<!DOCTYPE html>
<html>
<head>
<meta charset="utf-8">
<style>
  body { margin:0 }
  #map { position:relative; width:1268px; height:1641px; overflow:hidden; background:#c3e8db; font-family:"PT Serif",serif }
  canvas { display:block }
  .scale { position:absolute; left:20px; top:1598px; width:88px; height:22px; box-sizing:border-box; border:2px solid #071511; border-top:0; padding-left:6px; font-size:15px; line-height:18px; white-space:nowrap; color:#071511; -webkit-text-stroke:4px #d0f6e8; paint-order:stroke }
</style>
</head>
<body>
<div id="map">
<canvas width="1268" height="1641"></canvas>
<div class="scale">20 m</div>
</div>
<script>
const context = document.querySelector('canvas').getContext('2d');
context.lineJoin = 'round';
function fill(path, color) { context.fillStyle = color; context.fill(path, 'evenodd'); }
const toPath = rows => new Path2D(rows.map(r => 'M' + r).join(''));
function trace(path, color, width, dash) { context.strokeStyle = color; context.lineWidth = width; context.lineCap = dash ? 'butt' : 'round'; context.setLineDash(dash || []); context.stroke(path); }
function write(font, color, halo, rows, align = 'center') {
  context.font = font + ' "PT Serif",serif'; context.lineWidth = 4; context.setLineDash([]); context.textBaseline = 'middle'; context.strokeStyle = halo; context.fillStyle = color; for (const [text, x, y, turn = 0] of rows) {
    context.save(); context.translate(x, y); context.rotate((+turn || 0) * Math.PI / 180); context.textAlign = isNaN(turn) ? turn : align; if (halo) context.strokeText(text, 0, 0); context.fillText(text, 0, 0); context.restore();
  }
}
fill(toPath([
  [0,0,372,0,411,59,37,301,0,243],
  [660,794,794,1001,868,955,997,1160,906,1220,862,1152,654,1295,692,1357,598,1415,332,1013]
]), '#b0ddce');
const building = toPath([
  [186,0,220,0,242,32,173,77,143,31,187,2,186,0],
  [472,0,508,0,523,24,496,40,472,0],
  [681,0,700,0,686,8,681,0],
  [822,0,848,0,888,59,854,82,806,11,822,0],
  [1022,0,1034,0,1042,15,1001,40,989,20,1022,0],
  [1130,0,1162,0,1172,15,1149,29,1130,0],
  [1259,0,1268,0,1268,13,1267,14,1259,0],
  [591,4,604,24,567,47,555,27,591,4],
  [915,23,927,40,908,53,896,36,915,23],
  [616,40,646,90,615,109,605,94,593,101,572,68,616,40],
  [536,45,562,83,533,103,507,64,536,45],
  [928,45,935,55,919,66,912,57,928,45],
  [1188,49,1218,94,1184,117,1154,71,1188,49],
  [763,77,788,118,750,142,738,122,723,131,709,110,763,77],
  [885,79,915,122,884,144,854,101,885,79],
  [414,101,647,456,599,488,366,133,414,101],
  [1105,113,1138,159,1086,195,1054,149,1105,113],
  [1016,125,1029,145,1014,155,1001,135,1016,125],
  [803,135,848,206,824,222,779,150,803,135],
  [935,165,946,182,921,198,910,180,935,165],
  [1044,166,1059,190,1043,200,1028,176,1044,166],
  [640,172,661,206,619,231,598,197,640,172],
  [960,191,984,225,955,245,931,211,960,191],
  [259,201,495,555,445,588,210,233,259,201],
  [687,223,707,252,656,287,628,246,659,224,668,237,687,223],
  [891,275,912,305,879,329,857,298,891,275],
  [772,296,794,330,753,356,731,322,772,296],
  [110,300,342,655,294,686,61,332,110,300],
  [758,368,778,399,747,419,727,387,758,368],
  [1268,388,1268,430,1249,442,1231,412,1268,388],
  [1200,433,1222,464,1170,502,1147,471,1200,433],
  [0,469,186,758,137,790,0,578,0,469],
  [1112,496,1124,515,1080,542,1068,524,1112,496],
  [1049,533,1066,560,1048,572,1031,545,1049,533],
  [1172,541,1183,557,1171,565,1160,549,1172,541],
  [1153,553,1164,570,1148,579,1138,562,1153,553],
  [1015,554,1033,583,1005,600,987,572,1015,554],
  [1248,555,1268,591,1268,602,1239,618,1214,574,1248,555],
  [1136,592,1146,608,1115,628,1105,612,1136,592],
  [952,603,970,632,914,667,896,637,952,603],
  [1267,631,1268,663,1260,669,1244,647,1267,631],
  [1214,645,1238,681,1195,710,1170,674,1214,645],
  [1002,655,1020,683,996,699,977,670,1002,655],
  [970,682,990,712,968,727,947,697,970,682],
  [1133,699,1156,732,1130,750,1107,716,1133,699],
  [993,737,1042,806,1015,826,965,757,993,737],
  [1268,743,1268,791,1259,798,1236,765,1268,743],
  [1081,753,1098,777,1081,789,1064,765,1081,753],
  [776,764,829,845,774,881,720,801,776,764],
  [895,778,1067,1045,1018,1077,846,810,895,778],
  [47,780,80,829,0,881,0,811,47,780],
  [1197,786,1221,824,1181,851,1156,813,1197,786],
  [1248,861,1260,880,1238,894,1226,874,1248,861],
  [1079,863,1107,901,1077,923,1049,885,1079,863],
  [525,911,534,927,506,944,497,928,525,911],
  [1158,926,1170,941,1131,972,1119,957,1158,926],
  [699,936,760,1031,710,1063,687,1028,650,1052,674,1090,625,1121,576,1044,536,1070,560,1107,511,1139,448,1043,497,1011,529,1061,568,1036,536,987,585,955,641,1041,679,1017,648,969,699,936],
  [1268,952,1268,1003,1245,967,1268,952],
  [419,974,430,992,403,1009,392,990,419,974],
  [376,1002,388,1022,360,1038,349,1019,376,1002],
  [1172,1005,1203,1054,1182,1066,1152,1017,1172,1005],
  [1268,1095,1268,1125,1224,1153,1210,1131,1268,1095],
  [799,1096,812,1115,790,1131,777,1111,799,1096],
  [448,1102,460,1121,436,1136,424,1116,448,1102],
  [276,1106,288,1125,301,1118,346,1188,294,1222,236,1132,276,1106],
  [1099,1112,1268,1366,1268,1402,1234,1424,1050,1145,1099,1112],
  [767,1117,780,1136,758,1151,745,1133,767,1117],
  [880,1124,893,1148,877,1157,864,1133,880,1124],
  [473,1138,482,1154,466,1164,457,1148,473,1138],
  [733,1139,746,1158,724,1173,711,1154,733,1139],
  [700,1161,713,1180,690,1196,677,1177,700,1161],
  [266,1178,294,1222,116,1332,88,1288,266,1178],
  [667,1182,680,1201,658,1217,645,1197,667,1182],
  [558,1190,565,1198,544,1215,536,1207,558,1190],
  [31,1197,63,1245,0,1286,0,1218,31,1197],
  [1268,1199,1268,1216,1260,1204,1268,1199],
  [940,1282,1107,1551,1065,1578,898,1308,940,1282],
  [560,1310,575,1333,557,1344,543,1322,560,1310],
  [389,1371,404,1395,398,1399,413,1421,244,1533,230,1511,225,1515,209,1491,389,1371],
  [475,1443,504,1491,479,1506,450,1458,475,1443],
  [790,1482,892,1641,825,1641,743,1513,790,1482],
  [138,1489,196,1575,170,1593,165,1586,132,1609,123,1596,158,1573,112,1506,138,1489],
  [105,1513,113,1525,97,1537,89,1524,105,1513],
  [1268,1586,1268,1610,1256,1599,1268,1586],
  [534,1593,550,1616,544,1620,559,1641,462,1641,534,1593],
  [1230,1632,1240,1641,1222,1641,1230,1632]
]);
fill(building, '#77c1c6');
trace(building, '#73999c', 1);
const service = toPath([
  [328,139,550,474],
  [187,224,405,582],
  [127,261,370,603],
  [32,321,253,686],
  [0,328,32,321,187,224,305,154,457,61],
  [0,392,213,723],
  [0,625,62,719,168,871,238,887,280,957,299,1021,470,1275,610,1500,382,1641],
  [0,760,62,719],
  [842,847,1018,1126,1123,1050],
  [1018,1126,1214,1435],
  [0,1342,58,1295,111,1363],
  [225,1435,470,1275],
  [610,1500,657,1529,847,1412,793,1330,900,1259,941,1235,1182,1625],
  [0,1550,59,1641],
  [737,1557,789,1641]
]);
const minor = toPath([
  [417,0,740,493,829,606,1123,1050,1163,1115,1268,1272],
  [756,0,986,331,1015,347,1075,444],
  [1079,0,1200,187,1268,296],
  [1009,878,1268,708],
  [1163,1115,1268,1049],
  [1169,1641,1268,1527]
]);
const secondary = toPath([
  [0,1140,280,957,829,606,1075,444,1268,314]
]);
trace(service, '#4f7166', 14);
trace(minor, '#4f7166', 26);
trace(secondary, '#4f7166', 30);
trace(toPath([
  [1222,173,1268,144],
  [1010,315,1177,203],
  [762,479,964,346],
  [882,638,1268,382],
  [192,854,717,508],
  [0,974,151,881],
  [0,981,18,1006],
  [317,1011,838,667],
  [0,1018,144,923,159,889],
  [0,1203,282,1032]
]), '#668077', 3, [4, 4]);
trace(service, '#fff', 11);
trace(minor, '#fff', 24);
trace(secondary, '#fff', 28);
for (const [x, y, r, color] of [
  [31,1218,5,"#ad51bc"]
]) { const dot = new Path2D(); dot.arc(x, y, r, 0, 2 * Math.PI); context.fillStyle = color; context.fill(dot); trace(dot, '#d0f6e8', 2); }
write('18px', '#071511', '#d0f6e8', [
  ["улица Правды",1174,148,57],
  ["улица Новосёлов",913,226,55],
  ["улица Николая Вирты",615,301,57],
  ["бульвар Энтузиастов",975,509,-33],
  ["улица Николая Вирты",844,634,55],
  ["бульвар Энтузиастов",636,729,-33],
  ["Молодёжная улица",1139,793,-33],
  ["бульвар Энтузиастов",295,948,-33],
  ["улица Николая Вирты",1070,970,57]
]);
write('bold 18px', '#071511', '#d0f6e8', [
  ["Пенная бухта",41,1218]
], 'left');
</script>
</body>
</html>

TRY IT: A single number is the expected answer: how many lines of the entries contain "lineWidth".

SOLUTION TO THIS PROBLEM: 2